→ **Records**
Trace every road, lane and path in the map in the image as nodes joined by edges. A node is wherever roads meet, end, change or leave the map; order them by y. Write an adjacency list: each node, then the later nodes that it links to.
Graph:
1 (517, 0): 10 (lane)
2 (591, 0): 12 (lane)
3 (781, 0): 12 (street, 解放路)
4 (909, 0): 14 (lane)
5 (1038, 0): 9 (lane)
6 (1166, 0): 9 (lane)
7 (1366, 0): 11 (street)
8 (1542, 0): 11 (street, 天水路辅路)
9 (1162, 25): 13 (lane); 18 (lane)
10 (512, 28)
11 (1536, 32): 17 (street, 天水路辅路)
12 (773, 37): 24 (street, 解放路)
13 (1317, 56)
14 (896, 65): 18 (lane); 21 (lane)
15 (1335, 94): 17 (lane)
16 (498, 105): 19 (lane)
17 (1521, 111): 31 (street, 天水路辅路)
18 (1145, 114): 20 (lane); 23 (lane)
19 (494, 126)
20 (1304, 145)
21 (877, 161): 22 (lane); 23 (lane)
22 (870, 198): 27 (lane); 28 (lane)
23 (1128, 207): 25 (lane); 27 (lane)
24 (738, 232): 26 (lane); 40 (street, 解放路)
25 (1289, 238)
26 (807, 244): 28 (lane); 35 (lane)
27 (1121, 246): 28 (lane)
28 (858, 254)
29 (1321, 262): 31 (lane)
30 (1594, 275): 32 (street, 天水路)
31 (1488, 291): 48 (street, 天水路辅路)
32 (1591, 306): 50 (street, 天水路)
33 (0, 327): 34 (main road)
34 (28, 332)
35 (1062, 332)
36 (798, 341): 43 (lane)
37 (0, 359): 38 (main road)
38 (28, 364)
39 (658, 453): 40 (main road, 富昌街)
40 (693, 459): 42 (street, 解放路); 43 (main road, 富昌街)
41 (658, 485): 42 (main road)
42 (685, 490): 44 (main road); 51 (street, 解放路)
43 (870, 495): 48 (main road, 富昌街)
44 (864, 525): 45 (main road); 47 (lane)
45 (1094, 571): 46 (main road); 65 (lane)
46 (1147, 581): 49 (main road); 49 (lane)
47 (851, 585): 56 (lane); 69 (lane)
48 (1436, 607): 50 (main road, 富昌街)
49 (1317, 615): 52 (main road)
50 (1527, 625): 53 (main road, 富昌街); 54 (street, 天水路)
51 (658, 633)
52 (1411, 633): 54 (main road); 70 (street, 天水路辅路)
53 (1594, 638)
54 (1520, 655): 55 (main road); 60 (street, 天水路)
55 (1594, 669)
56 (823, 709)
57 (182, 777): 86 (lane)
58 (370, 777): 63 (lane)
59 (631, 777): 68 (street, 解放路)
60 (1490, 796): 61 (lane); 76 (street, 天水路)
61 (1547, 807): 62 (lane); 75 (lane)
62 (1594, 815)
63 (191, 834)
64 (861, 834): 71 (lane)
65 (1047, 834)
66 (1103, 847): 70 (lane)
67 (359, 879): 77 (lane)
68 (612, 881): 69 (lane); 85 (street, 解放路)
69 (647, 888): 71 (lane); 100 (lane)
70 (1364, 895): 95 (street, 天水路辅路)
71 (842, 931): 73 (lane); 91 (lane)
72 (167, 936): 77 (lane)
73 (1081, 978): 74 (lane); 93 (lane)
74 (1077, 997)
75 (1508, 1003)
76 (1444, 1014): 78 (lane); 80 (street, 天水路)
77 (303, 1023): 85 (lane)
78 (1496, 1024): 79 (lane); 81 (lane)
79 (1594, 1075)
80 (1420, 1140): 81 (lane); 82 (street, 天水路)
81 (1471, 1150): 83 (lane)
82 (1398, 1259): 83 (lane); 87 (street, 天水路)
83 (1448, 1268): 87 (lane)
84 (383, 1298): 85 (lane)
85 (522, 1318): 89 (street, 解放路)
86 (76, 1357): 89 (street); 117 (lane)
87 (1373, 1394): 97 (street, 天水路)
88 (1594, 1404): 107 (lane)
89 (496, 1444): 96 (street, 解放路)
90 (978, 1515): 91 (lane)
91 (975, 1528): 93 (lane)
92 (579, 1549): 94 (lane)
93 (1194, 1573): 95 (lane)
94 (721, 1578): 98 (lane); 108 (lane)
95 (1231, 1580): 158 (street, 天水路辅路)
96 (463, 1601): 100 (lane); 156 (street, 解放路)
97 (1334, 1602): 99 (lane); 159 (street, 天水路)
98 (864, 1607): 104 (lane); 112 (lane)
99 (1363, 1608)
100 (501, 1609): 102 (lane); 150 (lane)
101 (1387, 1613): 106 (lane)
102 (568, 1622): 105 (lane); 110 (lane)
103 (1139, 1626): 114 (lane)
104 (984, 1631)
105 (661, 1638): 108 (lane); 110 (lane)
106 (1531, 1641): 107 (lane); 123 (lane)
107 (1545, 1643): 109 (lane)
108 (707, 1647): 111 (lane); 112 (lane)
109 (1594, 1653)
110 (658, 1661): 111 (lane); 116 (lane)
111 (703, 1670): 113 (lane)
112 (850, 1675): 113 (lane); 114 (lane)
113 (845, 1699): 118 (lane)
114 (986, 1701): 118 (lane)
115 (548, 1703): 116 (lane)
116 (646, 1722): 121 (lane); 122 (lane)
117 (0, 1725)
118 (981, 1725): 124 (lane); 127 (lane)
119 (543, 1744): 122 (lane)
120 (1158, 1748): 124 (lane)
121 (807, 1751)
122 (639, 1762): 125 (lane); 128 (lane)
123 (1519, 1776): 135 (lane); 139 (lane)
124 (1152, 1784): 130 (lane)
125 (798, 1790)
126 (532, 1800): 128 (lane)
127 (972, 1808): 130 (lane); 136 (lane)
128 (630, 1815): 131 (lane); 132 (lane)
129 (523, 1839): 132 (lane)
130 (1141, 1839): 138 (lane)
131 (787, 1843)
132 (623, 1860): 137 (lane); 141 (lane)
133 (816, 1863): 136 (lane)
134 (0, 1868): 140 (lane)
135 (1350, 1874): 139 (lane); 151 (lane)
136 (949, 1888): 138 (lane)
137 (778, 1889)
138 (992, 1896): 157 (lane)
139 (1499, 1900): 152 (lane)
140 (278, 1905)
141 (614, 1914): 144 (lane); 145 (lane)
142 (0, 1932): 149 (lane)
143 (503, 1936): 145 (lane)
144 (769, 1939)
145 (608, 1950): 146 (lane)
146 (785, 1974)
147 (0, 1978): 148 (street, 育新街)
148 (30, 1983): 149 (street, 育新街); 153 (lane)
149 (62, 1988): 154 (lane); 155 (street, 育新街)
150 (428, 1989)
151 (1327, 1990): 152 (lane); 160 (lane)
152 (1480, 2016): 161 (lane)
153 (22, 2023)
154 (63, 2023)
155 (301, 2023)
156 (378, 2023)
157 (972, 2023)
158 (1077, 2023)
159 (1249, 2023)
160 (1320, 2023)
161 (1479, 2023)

→ **What you will do**
An exact copy of every record is what the answer must contain.

→ **Answer space**
Trace every road, lane and path in the map in the image as nodes joined by edges. A node is wherever roads meet, end, change or leave the map; order them by y. Write an adjacency list: each node, then the later nodes that it links to.
Graph:
1 (517, 0): 10 (lane)
2 (591, 0): 12 (lane)
3 (781, 0): 12 (street, 解放路)
4 (909, 0): 14 (lane)
5 (1038, 0): 9 (lane)
6 (1166, 0): 9 (lane)
7 (1366, 0): 11 (street)
8 (1542, 0): 11 (street, 天水路辅路)
9 (1162, 25): 13 (lane); 18 (lane)
10 (512, 28)
11 (1536, 32): 17 (street, 天水路辅路)
12 (773, 37): 24 (street, 解放路)
13 (1317, 56)
14 (896, 65): 18 (lane); 21 (lane)
15 (1335, 94): 17 (lane)
16 (498, 105): 19 (lane)
17 (1521, 111): 31 (street, 天水路辅路)
18 (1145, 114): 20 (lane); 23 (lane)
19 (494, 126)
20 (1304, 145)
21 (877, 161): 22 (lane); 23 (lane)
22 (870, 198): 27 (lane); 28 (lane)
23 (1128, 207): 25 (lane); 27 (lane)
24 (738, 232): 26 (lane); 40 (street, 解放路)
25 (1289, 238)
26 (807, 244): 28 (lane); 35 (lane)
27 (1121, 246): 28 (lane)
28 (858, 254)
29 (1321, 262): 31 (lane)
30 (1594, 275): 32 (street, 天水路)
31 (1488, 291): 48 (street, 天水路辅路)
32 (1591, 306): 50 (street, 天水路)
33 (0, 327): 34 (main road)
34 (28, 332)
35 (1062, 332)
36 (798, 341): 43 (lane)
37 (0, 359): 38 (main road)
38 (28, 364)
39 (658, 453): 40 (main road, 富昌街)
40 (693, 459): 42 (street, 解放路); 43 (main road, 富昌街)
41 (658, 485): 42 (main road)
42 (685, 490): 44 (main road); 51 (street, 解放路)
43 (870, 495): 48 (main road, 富昌街)
44 (864, 525): 45 (main road); 47 (lane)
45 (1094, 571): 46 (main road); 65 (lane)
46 (1147, 581): 49 (main road); 49 (lane)
47 (851, 585): 56 (lane); 69 (lane)
48 (1436, 607): 50 (main road, 富昌街)
49 (1317, 615): 52 (main road)
50 (1527, 625): 53 (main road, 富昌街); 54 (street, 天水路)
51 (658, 633)
52 (1411, 633): 54 (main road); 70 (street, 天水路辅路)
53 (1594, 638)
54 (1520, 655): 55 (main road); 60 (street, 天水路)
55 (1594, 669)
56 (823, 709)
57 (182, 777): 86 (lane)
58 (370, 777): 63 (lane)
59 (631, 777): 68 (street, 解放路)
60 (1490, 796): 61 (lane); 76 (street, 天水路)
61 (1547, 807): 62 (lane); 75 (lane)
62 (1594, 815)
63 (191, 834)
64 (861, 834): 71 (lane)
65 (1047, 834)
66 (1103, 847): 70 (lane)
67 (359, 879): 77 (lane)
68 (612, 881): 69 (lane); 85 (street, 解放路)
69 (647, 888): 71 (lane); 100 (lane)
70 (1364, 895): 95 (street, 天水路辅路)
71 (842, 931): 73 (lane); 91 (lane)
72 (167, 936): 77 (lane)
73 (1081, 978): 74 (lane); 93 (lane)
74 (1077, 997)
75 (1508, 1003)
76 (1444, 1014): 78 (lane); 80 (street, 天水路)
77 (303, 1023): 85 (lane)
78 (1496, 1024): 79 (lane); 81 (lane)
79 (1594, 1075)
80 (1420, 1140): 81 (lane); 82 (street, 天水路)
81 (1471, 1150): 83 (lane)
82 (1398, 1259): 83 (lane); 87 (street, 天水路)
83 (1448, 1268): 87 (lane)
84 (383, 1298): 85 (lane)
85 (522, 1318): 89 (street, 解放路)
86 (76, 1357): 89 (street); 117 (lane)
87 (1373, 1394): 97 (street, 天水路)
88 (1594, 1404): 107 (lane)
89 (496, 1444): 96 (street, 解放路)
90 (978, 1515): 91 (lane)
91 (975, 1528): 93 (lane)
92 (579, 1549): 94 (lane)
93 (1194, 1573): 95 (lane)
94 (721, 1578): 98 (lane); 108 (lane)
95 (1231, 1580): 158 (street, 天水路辅路)
96 (463, 1601): 100 (lane); 156 (street, 解放路)
97 (1334, 1602): 99 (lane); 159 (street, 天水路)
98 (864, 1607): 104 (lane); 112 (lane)
99 (1363, 1608)
100 (501, 1609): 102 (lane); 150 (lane)
101 (1387, 1613): 106 (lane)
102 (568, 1622): 105 (lane); 110 (lane)
103 (1139, 1626): 114 (lane)
104 (984, 1631)
105 (661, 1638): 108 (lane); 110 (lane)
106 (1531, 1641): 107 (lane); 123 (lane)
107 (1545, 1643): 109 (lane)
108 (707, 1647): 111 (lane); 112 (lane)
109 (1594, 1653)
110 (658, 1661): 111 (lane); 116 (lane)
111 (703, 1670): 113 (lane)
112 (850, 1675): 113 (lane); 114 (lane)
113 (845, 1699): 118 (lane)
114 (986, 1701): 118 (lane)
115 (548, 1703): 116 (lane)
116 (646, 1722): 121 (lane); 122 (lane)
117 (0, 1725)
118 (981, 1725): 124 (lane); 127 (lane)
119 (543, 1744): 122 (lane)
120 (1158, 1748): 124 (lane)
121 (807, 1751)
122 (639, 1762): 125 (lane); 128 (lane)
123 (1519, 1776): 135 (lane); 139 (lane)
124 (1152, 1784): 130 (lane)
125 (798, 1790)
126 (532, 1800): 128 (lane)
127 (972, 1808): 130 (lane); 136 (lane)
128 (630, 1815): 131 (lane); 132 (lane)
129 (523, 1839): 132 (lane)
130 (1141, 1839): 138 (lane)
131 (787, 1843)
132 (623, 1860): 137 (lane); 141 (lane)
133 (816, 1863): 136 (lane)
134 (0, 1868): 140 (lane)
135 (1350, 1874): 139 (lane); 151 (lane)
136 (949, 1888): 138 (lane)
137 (778, 1889)
138 (992, 1896): 157 (lane)
139 (1499, 1900): 152 (lane)
140 (278, 1905)
141 (614, 1914): 144 (lane); 145 (lane)
142 (0, 1932): 149 (lane)
143 (503, 1936): 145 (lane)
144 (769, 1939)
145 (608, 1950): 146 (lane)
146 (785, 1974)
147 (0, 1978): 148 (street, 育新街)
148 (30, 1983): 149 (street, 育新街); 153 (lane)
149 (62, 1988): 154 (lane); 155 (street, 育新街)
150 (428, 1989)
151 (1327, 1990): 152 (lane); 160 (lane)
152 (1480, 2016): 161 (lane)
153 (22, 2023)
154 (63, 2023)
155 (301, 2023)
156 (378, 2023)
157 (972, 2023)
158 (1077, 2023)
159 (1249, 2023)
160 (1320, 2023)
161 (1479, 2023)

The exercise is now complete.